Adapun IEU-CEPA ini sempat terkendala masalah Peraturan Deforestasi Uni Eropa (EUDR). Aturan ini meminta produk seperti sawit, kopi, dan kayu harus memenuhi standar bebas deforestasi yang ketat untuk bisa masuk ke pasar Eropa.

Dengan aturan EUDR, para importir komoditas pertanian RI dengan risiko deforestasi seperti kakao, kopi, minyak sawit, kedelai, hingga hasil hutan di Uni Eropa harus menunjukkan bukti bahwa rantai pasok produk tersebut tidak terkait dengan alih fungsi hutan.

Uni Eropa pun dikatakan sudah melunak mengenai EUDR sehingga IEU-CEPA bisa berjalan mulus saat ini.
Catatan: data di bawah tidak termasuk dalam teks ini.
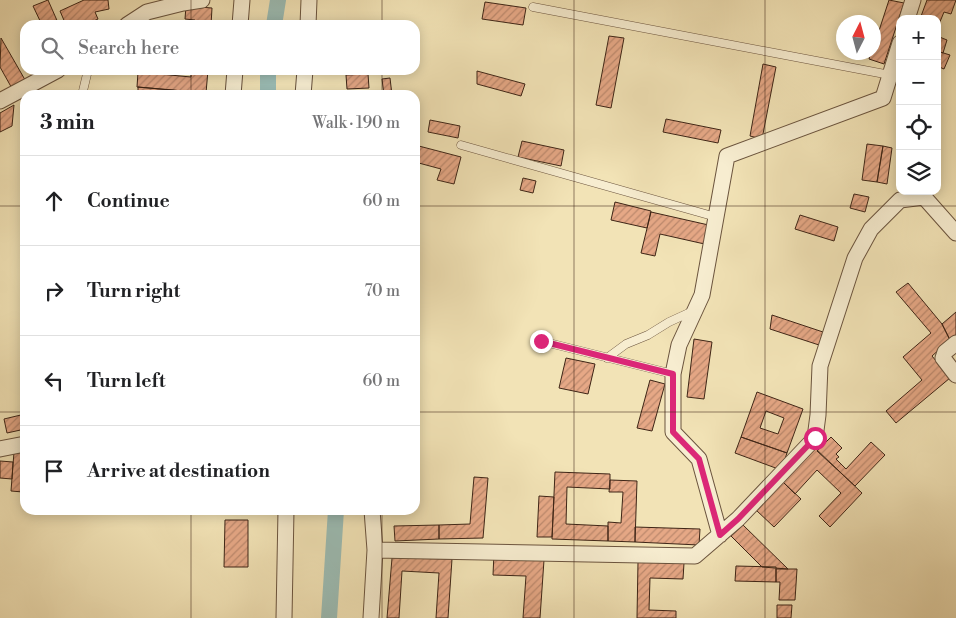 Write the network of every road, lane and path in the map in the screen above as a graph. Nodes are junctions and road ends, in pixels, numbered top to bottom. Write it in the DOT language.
graph roads {
  1 [pos="202,0"];
  2 [pos="242,0"];
  3 [pos="309,0"];
  4 [pos="913,0"];
  5 [pos="533,7"];
  6 [pos="908,15"];
  7 [pos="135,20"];
  8 [pos="240,20"];
  9 [pos="308,20"];
  10 [pos="896,56"];
  11 [pos="49,75"];
  12 [pos="87,75"];
  13 [pos="235,75"];
  14 [pos="305,75"];
  15 [pos="890,75"];
  16 [pos="20,90"];
  17 [pos="21,90"];
  18 [pos="83,90"];
  19 [pos="233,90"];
  20 [pos="303,90"];
  21 [pos="0,101"];
  22 [pos="461,145"];
  23 [pos="716,217"];
  24 [pos="956,233"];
  25 [pos="695,310"];
  26 [pos="541,341"];
  27 [pos="956,343"];
  28 [pos="607,358"];
  29 [pos="673,374"];
  30 [pos="956,375"];
  31 [pos="20,445"];
  32 [pos="0,449"];
  33 [pos="286,515"];
  34 [pos="372,515"];
  35 [pos="720,535"];
  36 [pos="375,550"];
  37 [pos="284,618"];
  38 [pos="371,618"];
  1 -- 7 [label="street"];
  2 -- 8 [label="street"];
  3 -- 9 [label="street"];
  4 -- 6 [label="street"];
  5 -- 15 [label="lane"];
  10 -- 15 [label="street"];
  11 -- 17 [label="street"];
  12 -- 18 [label="lane"];
  13 -- 19 [label="street"];
  14 -- 20 [label="street"];
  15 -- 23 [label="street"];
  16 -- 21 [label="street"];
  22 -- 23 [label="lane"];
  23 -- 25 [label="street"];
  24 -- 35 [label="street"];
  25 -- 28 [label="lane"];
  25 -- 29 [label="street"];
  26 -- 28 [label="lane"];
  27 -- 30 [label="street"];
  28 -- 29 [label="lane"];
  29 -- 35 [label="street"];
  31 -- 32 [label="street"];
  33 -- 37 [label="street"];
  34 -- 36 [label="street"];
  35 -- 36 [label="street"];
  36 -- 38 [label="street"];
}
Hal ini membuktikan bahwa Eropa membutuhkan Indonesia sebagai partner dagang.

Ketua Umum Gabungan Pengusaha Kelapa Sawit Indonesia (GAPKI) Eddy Martono, sebelumnya menyatakan bahwa kesepakatan tersebut akan sia-sia jika hambatan non-tarif dari Uni Eropa, seperti regulasi deforestasi (EUDR), tidak bisa diatasi.

"IEU-CEPA percuma saja kalau tetap ada EUDR. Tarif boleh nol, tapi kalau produk kita dianggap tidak memenuhi regulasi, tetap tidak bisa masuk," ujar Eddy dalam CNBC Indonesia, Senin (15/7/2025).

Menurutnya, meskipun IEU-CEPA memberikan pembebasan tarif, Uni Eropa tetap memberlakukan European Union Deforestation Regulation (EUDR). Aturan ini mensyaratkan bahwa produk seperti sawit harus dapat dibuktikan tidak berasal dari aktivitas deforestasi setelah 31 Desember 2020.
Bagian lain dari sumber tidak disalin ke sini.